В результате приглашение в «Весы»{117}.

Сам же Волошин, который взялся опекать начинающего поэта, спрашивал у Брюсова:

«Мне писал Толстой, что виделся с Вами в «Эстетике» и читал при Вас свои стихи. Скажите, какое впечатление вынесли Вы? Мне он кажется весьма самобытным, и на него можно возлагать всяческие надежды. В самом духе его есть что-то подлинное, «мужицкое» в хорошем смысле»{118}.

Оба мэтра — и Брюсов, и Белый — отметили появление молодого дарования. Один — в дневнике, другой — в мемуарах. Один — сухо, другой — очень живо.

«Гр. А. Толстой в Москве. Гипнотические сеансы у д-ра Каптерева. Поездка в Петербург. Две недели в Петербурге. Помещение Бенуа. У Маковского переговоры о «Аполлоне». Гр. А. Толстой. Салон и лекция Макса Волошина», — записывал Брюсов{119}.

Андрей Белый вспоминал в книге «Между двух революций»: «Москва знакомилась с Алексеем Толстым, которого подчеркивал Брюсов как начинающего… поэта; Толстой читал больше стихи; он предстал романтически: продолговатое, худое еще, бледное, гипсовой маской лицо; и — длинные, спадающие, старомодные кудри; застегнутый сюртук; и — шарф вместо галстука: Ленский! Держался со скромным надменством».

Совершенно иначе писала об этом вечере художница Валентина Ходасевич: «В 1906 году я впервые увидела Алексея Николаевича Толстого на вечере Игоря Северянина в «Обществе свободной эстетики», куда привел меня отец, <…> и тот вечер четко врезался мне в память.

Комнаты «Эстетики» постепенно заполнялись представителями новейших течений литературного мира и интеллигенции Москвы того времени. Отец называл мне главных: «Вот Бальмонт, Валерий Брюсов, Андрей Белый, Бердяев, Максимилиан Волошин, Осип Мандельштам, Константин Липскеров, Виктор Гофман, Гершензон, Нина Петровская…» К этим именам отец прибавлял мало мне понятные в то время слова — «символист», «акмеист», «декадент», «философ».

Входили мужчины и женщины какого-то странного вида. Меня поражали и бледность (иногда за счет пудры) их лиц, и преобладание черных сюртуков особого покроя на мужчинах, и какие-то балахоноподобные, из темных бархатов, платья на женщинах.

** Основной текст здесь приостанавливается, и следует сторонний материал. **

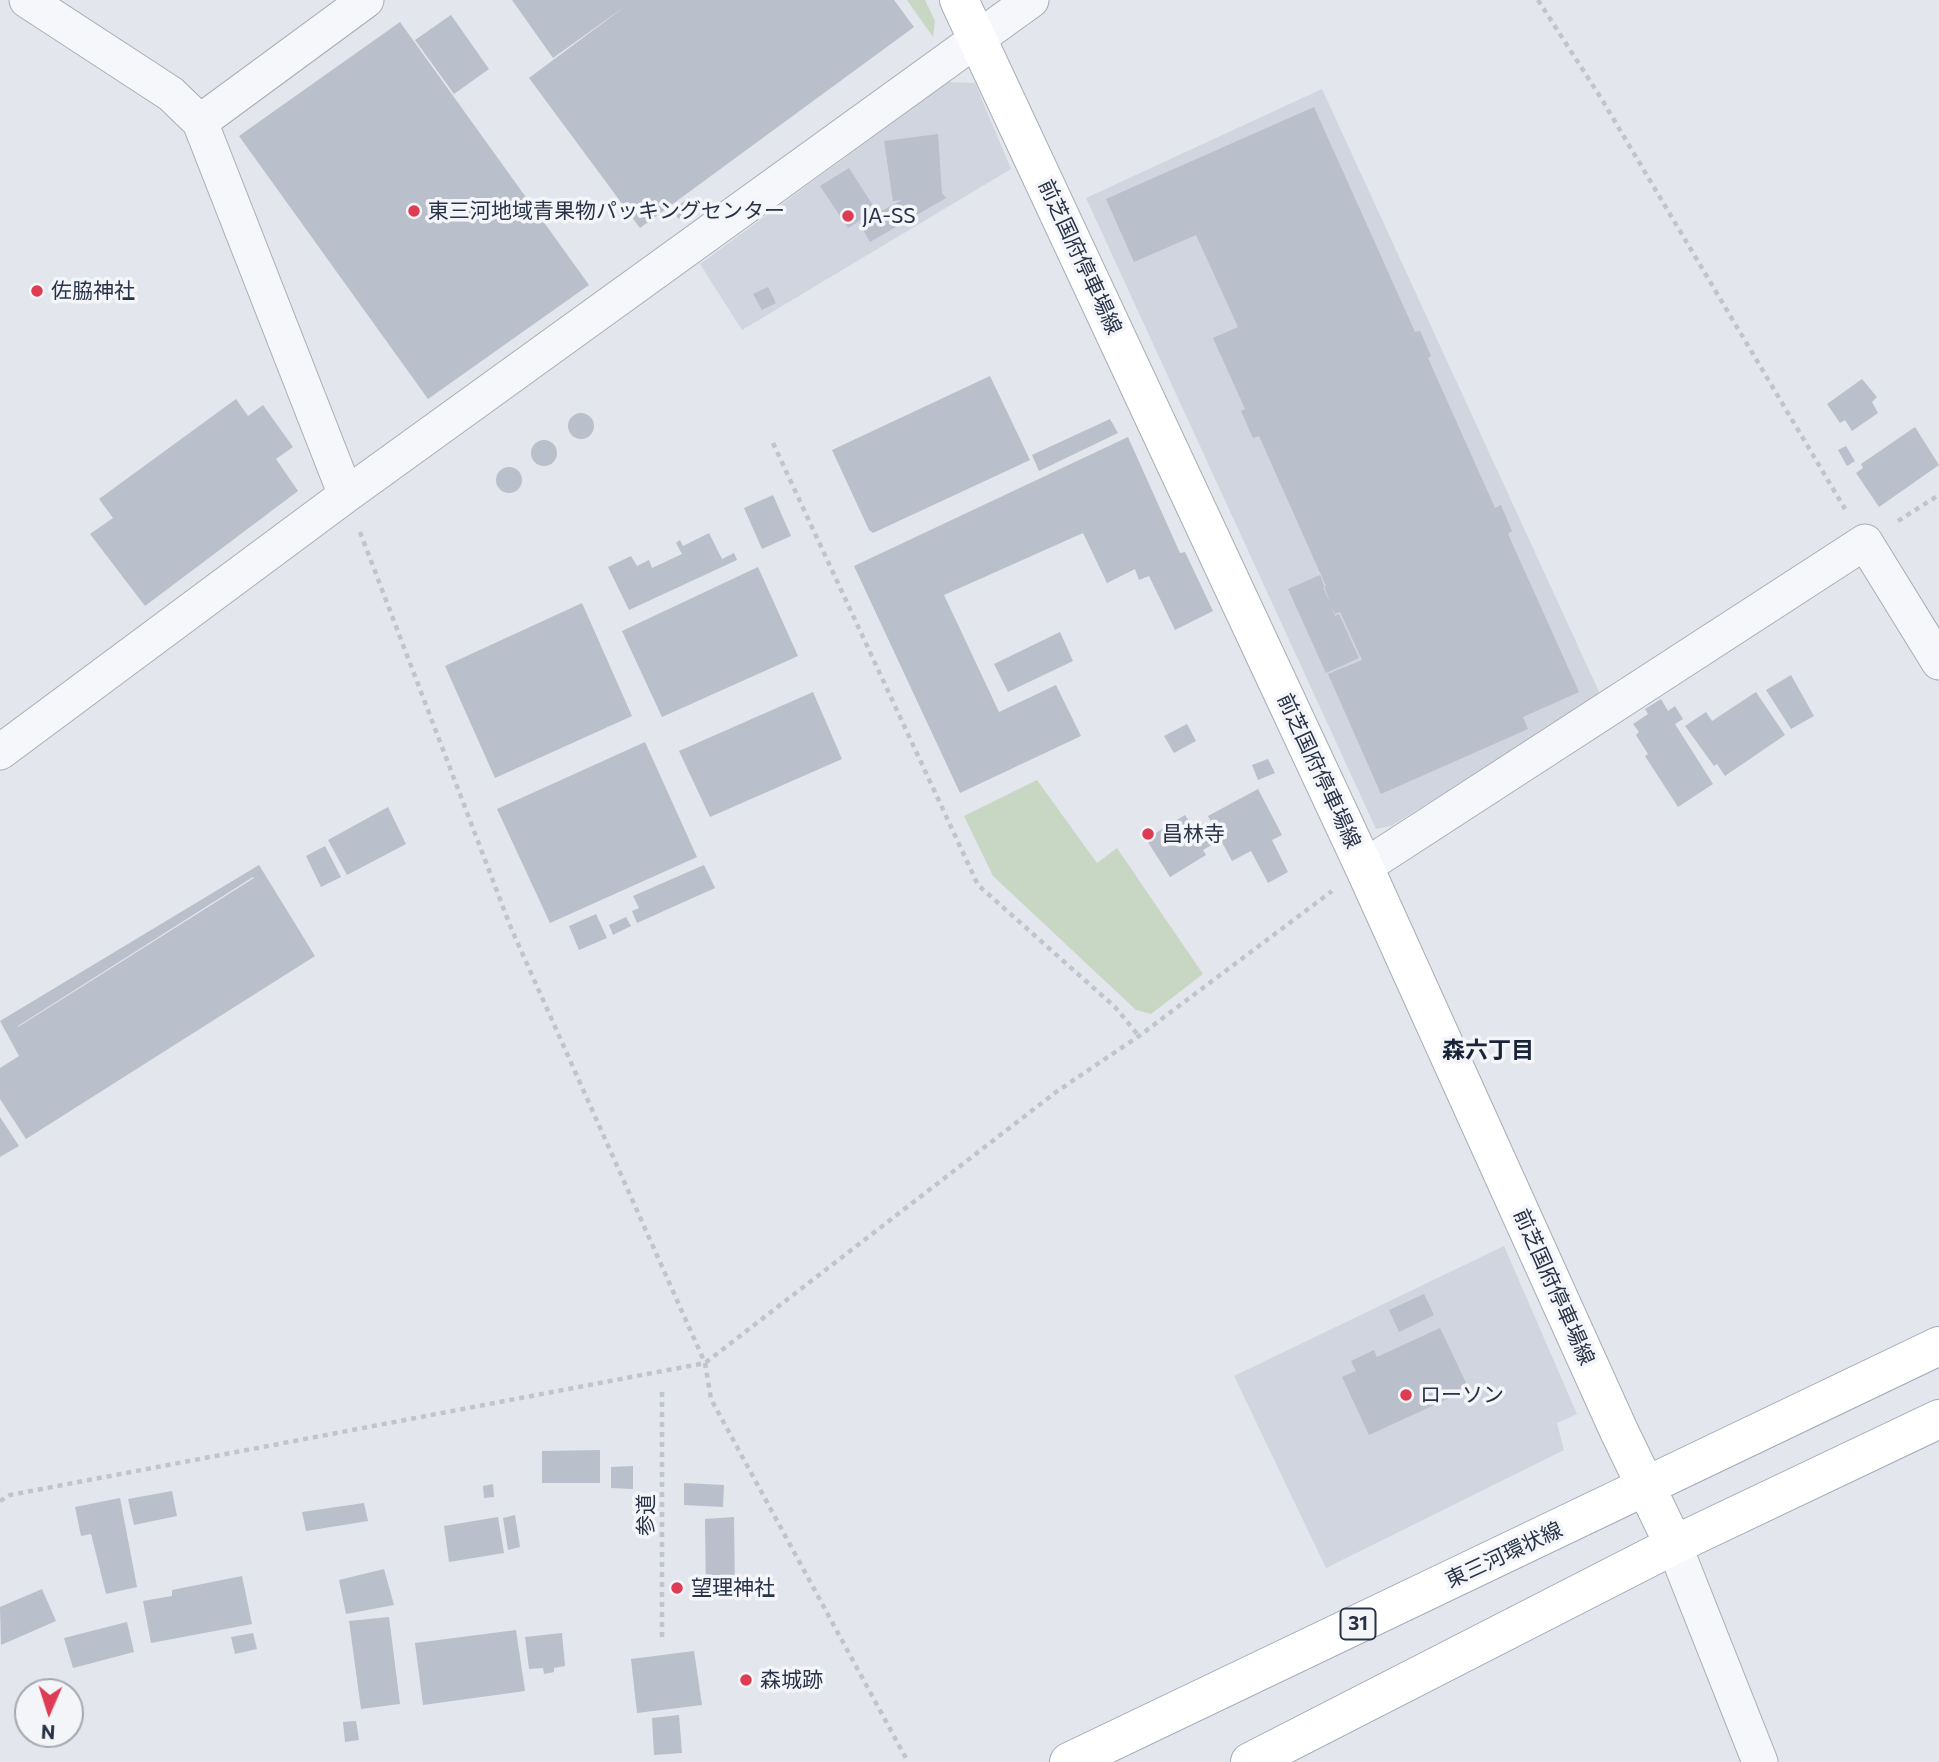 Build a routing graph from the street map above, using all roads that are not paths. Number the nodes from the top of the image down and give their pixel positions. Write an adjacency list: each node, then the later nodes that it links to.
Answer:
1 (27, 0): 6 (street)
2 (366, 0): 6 (street)
3 (959, 0): 5 (main road, 前芝国府停車場線)
4 (1031, 0): 5 (street)
5 (977, 38): 7 (street); 10 (main road, 前芝国府停車場線)
6 (200, 122): 7 (street)
7 (346, 495): 9 (street)
8 (1939, 662): 10 (street)
9 (0, 752)
10 (1364, 867): 13 (main road, 前芝国府停車場線)
11 (1939, 1346): 13 (main road, 東三河環状線 / 31)
12 (1939, 1419): 14 (main road)
13 (1647, 1487): 14 (main road, 前芝国府停車場線); 15 (main road, 東三河環状線 / 31)
14 (1674, 1545): 16 (main road); 17 (street)
15 (1069, 1762)
16 (1250, 1762)
17 (1760, 1762)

Они скорее проплывали, чем ходили, в каком-то замедленном ритме. В движении были вялость и изнеможение. Говорили нараспев, слегка в нос. И я уверена была, что они условились быть особенными.

Уже появился и сам Северянин, впервые выступавший в Москве. Все заняли места в комнате, где происходили выступления.

Настала благоговейная тишина, и вдруг какой-то шум привлек внимание всех к входным дверям, в которые торопливо и слегка властно входил молодой, красивый человек очень холеного вида, с живым, нормального цвета лицом и веселыми глазами. И мне показалось, что этот человек из какого-то другого, более жизнерадостного мира, чем большинство присутствовавших, хотя что-то «особенное», но другое, было и в нем. Вошел Алексей Николаевич Толстой»{120}.

В этих несколько раболепных воспоминаниях много путаницы с датами. В 1906 году Общества свободной эстетики еще не существовало, не могли выступать публично ни Толстой, ни Мандельштам, не было еще никаких акмеистов, но та маска, которую надел на себя молодой поэт, была названа точно. Они — чахлые, он — жизнерадостный, они — искусственные, он — натурален и здоров.

За телкою, за белою,

По полю, полю синему

Ядреный бык, червленый бык

Бежал, мычал, огнем кидал:

«Уж тебя я догоню, догоню,

Молодую полоню, полоню!»

А телушка, а белая,

Дрожала, вся замрелая, —

Нагонит бык, спалит, сожжет…

Бежит, молчит, и сердце мрет…

А бык нагнал,

Червленый, пал:

«Уж тебя я полонил, полонил,

В прощах воду отворил, отворил,

Горы, долы оросил, оросил».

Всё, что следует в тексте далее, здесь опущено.